I have a Python script that over-simplifying, reads very large log files and runs a whole bunch of regular expressions on each line. As it had started running inconveniently slowly, I had a look at improving the performance.
The conventional wisdom is that if you are reading a file (or standard input), then the simplest method is probably almost always the fastest :-
for line in logstream:
processline(line)
But being stubborn, I looked at possible improvements and came up with :-
from itertools import islice
while True:
buffer = list(islice(logstream, islicecount))
if buffer != []:
for line in buffer:
processline(line)
else:
break
This code has been updated twice because the first version added a splat to the output and the second version (which was far more elegant) didn’t work. The final version
This I benchmarked as being nearly 5% quicker – not bad, but nowhere near enough for my purposes.
The next step was to improve the regular expressions – I read somewhere that .* can be expensive and that [^\s]* was far quicker and often gave the same result.

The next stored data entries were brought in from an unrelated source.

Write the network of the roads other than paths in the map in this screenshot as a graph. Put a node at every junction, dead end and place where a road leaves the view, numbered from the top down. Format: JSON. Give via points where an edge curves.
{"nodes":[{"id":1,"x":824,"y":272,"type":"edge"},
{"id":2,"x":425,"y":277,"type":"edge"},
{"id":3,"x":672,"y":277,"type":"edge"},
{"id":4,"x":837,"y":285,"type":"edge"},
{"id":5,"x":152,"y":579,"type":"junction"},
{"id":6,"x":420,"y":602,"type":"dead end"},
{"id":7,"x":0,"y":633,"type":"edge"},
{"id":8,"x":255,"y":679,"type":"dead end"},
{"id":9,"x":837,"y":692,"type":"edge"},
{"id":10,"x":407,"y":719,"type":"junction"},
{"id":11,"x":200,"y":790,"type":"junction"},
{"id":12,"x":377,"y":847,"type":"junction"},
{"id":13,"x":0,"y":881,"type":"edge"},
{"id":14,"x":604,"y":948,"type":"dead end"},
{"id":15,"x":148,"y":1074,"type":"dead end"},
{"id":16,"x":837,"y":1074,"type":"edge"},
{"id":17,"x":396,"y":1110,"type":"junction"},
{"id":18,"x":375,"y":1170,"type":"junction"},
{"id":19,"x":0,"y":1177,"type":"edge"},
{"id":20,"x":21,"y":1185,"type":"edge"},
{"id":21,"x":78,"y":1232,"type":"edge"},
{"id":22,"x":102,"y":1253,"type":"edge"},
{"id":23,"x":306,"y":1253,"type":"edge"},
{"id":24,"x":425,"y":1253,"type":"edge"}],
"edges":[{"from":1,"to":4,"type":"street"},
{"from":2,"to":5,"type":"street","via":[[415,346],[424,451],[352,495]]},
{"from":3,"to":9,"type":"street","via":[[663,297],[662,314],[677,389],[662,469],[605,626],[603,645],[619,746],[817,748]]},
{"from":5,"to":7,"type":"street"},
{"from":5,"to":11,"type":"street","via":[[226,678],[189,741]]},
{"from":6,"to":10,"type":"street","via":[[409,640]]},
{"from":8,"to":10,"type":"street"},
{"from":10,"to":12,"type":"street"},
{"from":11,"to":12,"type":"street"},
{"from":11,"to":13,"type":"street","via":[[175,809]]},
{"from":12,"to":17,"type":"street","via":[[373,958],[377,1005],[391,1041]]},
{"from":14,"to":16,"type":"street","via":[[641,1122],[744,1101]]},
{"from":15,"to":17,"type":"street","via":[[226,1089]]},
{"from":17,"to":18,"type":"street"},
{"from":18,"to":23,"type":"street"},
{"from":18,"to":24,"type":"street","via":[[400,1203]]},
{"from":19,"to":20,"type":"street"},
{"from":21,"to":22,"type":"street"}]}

I replaced a number of .* occurrences in the “patterns” file and re-ran the benchmark to find (in a case with lots of regular expressions) the time had dropped nearly 25%.
The last step was to install nuitka to compile the Python script into a binary executable. This showed a further 25% drop – a script that started the day taking 15 minutes to run through one particular run ended the day taking just under 8 minutes.
The funny thing is that the optimisation that took the longest and had the biggest effect on the code showed the smallest improvement!